Editoriale Radio Onda Libera del 6 dicembre 2013
E' morto Nelson Mandela, il simbolo mondiale della lotta al razzismo. Si
è spento nella sua abitazione a 95 anni, di cui 27 trascorsi nelle prigioni del
regime sudafricano, prima della liberazione dall'apartheid e dell'elezione a
presidente. Nel 1993 è stato insignito del premio Nobel per la
pace. Appena appresa la notizia una folla, fra cui tanti giovani, si è
radunata sotto la sua casa: molti in lacrime, qualcuno sorridendo nel ricordo di
un uomo venerato ormai nel continente africano quasi come un
santo.
Nelson Mandela è stato il simbolo dell'ultima lotta
dell'Africa nera contro l'estremo baluardo della dominazione bianca nel
continente.
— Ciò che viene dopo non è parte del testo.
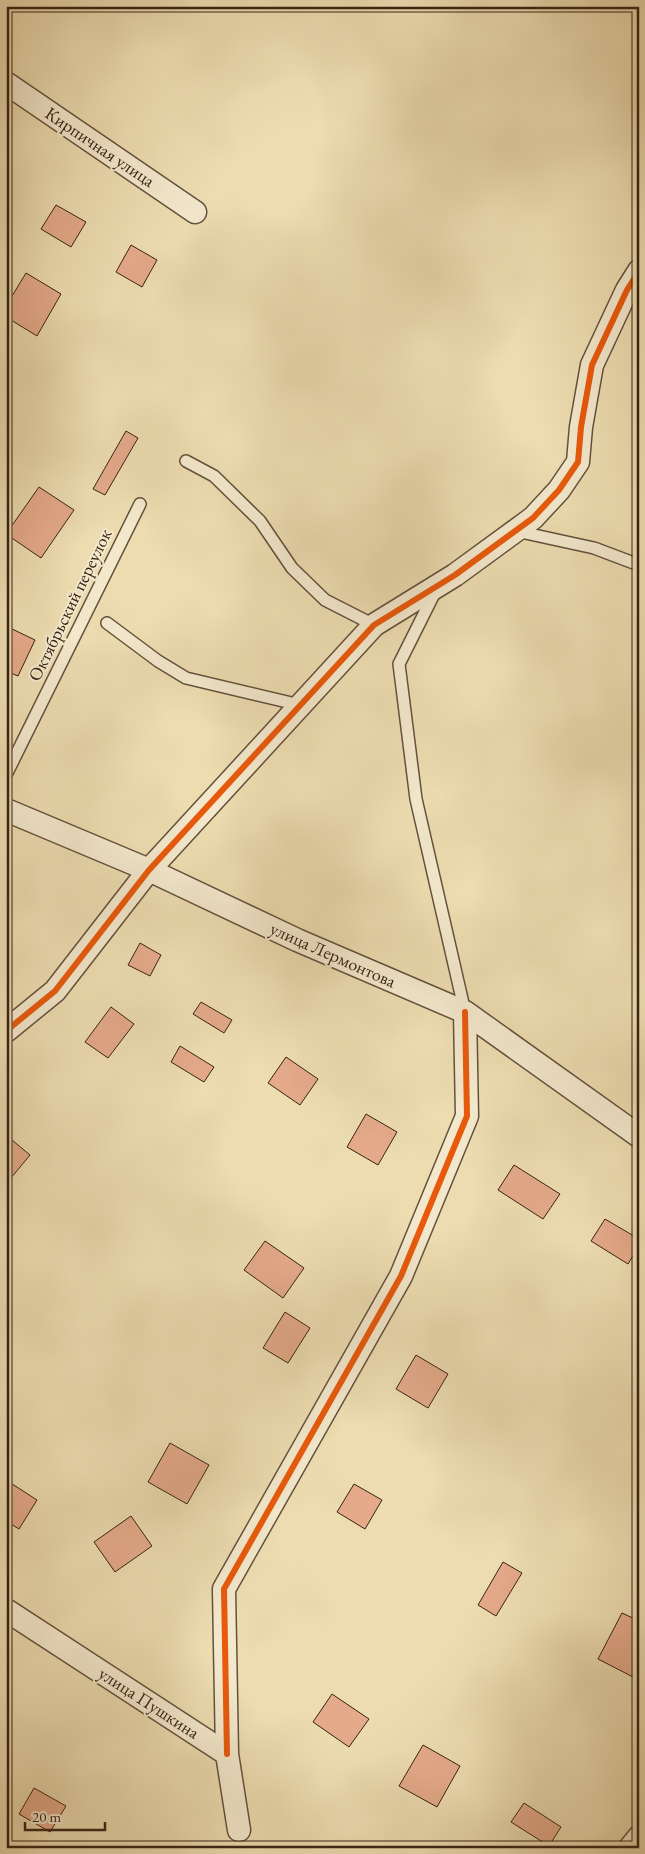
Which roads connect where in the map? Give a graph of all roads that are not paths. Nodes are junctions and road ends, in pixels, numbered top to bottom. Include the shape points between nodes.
1 (6, 83) edge
2 (195, 212) dead end
3 (639, 271) edge
4 (186, 461) dead end
5 (140, 504) dead end
6 (516, 531) junction
7 (639, 565) edge
8 (438, 585) junction
9 (107, 623) dead end
10 (374, 625) junction
11 (300, 705) junction
12 (6, 775) edge
13 (6, 810) edge
14 (149, 870) junction
15 (465, 1012) junction
16 (6, 1031) edge
17 (639, 1136) edge
18 (6, 1610) edge
19 (227, 1754) junction
20 (239, 1830) dead end
21 (639, 1837) edge
22 (630, 1848) edge

1 - 2 street, Кирпичная улица
3 - 6 street via 592,365 578,462 533,518
4 - 10 lane via 214,476 260,521 292,568 325,600
5 - 12 lane, Октябрьский переулок
6 - 7 lane via 594,548
6 - 8 street
8 - 10 street
8 - 15 lane via 399,664 416,799
9 - 11 lane via 186,678
10 - 11 street
11 - 14 street
13 - 14 street, улица Лермонтова
14 - 15 street, улица Лермонтова via 297,940
14 - 16 street via 55,991
15 - 17 street, улица Лермонтова
15 - 19 street via 467,1116 401,1276 224,1589
18 - 19 street, улица Пушкина
19 - 20 street
21 - 22 street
E' cresciuto nello spietato regime dell'apartheid razzista che
oppresse il Sudafrica dal 1948 al 1994; un leader che ha abbracciato e guidato
la lotta armata, ha trascorso quasi un terzo della vita in carcere e ne è uscito
come un "Gandhi nero", che con il suo messaggio di perdono e riconciliazione ha
saputo trattenere il suo Paese dal precipitare in un temuto baratro di vendetta
e di sangue.
Mandela ha trascorso ventisette anni nelle galere del regime
segregazionista bianco ma non ha mai pronunciato la parola vendetta e una volta
eletto presidente nel 1994 - dopo la sua liberazione e la fine dell'apartheid -
ha fatto della riconciliazione, caparbiamente voluta e cercata, il filo rosso
della sua vita. Alla fine del suo mandato presidenziale nel 1999, si ritirò
dalla vita politica.
Nelson Mandela ha avuto un obiettivo in tutta la
propria vita da leader: l'unità degli africani. E lo ha raggiunto fino a ora. E
oggi che è morto il suo profilo dalla storia è destinato a passare al mito. Un
gigante del nostro tempo e sopratutto un esempio di umiltà, uguaglianza,
giustizia, pace e speranza. Da oggi con la sua morte il mondo intero sarà più
povero. Ma i suoi insegnamenti sono la sua eredità, il suo testamento. E quelli
saranno sempre validi.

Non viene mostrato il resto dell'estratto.